Escucho por la radio que las urgencias de los hospitales, en Madrid, están llenas de gente que se ha roto un brazo, una pierna o una cadera por culpa de las placas de hielo. A las placas de hielo, como al mal fario, no se las ve venir, son transparentes. Cuando te quieres dar cuenta, ya has perdido pie.

El hielo.

¿Recuerdan ustedes el comienzo de Cien años de soledad?: «Muchos años después, frente al pelotón de fusilamiento, el coronel Aureliano Buendía había de recordar el día en que su padre lo llevó a conocer el hielo». Esa primera frase del artefacto literario de García Márquez me llegó al alma porque también a mí el hielo, cuando lo conocí, me pareció extraño. Lo fabricábamos mis hermanos y yo, dejando en el alfeizar de la ventana, por la noche, un vaso de agua que al día siguiente aparecía helado. Aquella conversión del líquido en sólido, recién llegado de un clima como el de Valencia al de Madrid, nos fascinaba. Sobra decir que aún no había neveras eléctricas y que la industria del hielo florecía. En mi barrio levantaron una fábrica frente a la que los niños, en pleno verano, permanecíamos mudos de admiración, pues de ella salían, tirados por caballos, carros llenos de barras de un metro que se distribuían por las viviendas de la zona, para refrescar el vino peleón y la gaseosa. Mi madre solía comprar un cuarto de barra los lunes, miércoles y viernes. Un día, en el interior de ese trozo de hielo percibimos una cosa oscura que no supimos identificar. Una vez derretido, resultó ser una rata. Muerta, claro.
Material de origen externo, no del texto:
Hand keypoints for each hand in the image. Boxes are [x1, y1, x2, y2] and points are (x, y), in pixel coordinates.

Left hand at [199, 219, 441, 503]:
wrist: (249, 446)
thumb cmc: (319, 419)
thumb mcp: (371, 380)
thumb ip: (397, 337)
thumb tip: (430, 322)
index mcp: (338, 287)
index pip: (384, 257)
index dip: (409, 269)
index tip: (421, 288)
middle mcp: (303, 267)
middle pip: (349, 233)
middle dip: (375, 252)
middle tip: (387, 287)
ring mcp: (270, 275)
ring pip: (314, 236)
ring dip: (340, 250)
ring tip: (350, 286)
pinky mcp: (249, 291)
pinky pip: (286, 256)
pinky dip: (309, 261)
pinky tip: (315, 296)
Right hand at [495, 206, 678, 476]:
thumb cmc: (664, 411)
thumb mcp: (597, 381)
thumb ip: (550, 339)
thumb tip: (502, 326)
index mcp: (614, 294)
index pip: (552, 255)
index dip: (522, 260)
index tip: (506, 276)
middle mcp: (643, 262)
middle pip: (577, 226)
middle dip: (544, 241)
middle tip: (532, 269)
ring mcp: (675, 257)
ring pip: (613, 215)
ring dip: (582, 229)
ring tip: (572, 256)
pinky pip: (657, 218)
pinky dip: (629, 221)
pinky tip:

Durante estos días de hielo y pandemia (de hielo y furia, podríamos decir), me han venido a la memoria muchas de aquellas imágenes de la infancia relacionadas con nuestras primeras aproximaciones al hielo. Está en todas partes la infancia, con su frío, con su humedad, con su desabastecimiento de frutas y verduras. La gente de mi edad sale a la calle a por leche y se rompe la crisma. También yo estoy tentado de ello, de romperme la crisma con la excusa de acercarme a la farmacia. Pero resisto la tentación y aquí sigo, atónito ante el milagro de la conversión de los líquidos en sólidos.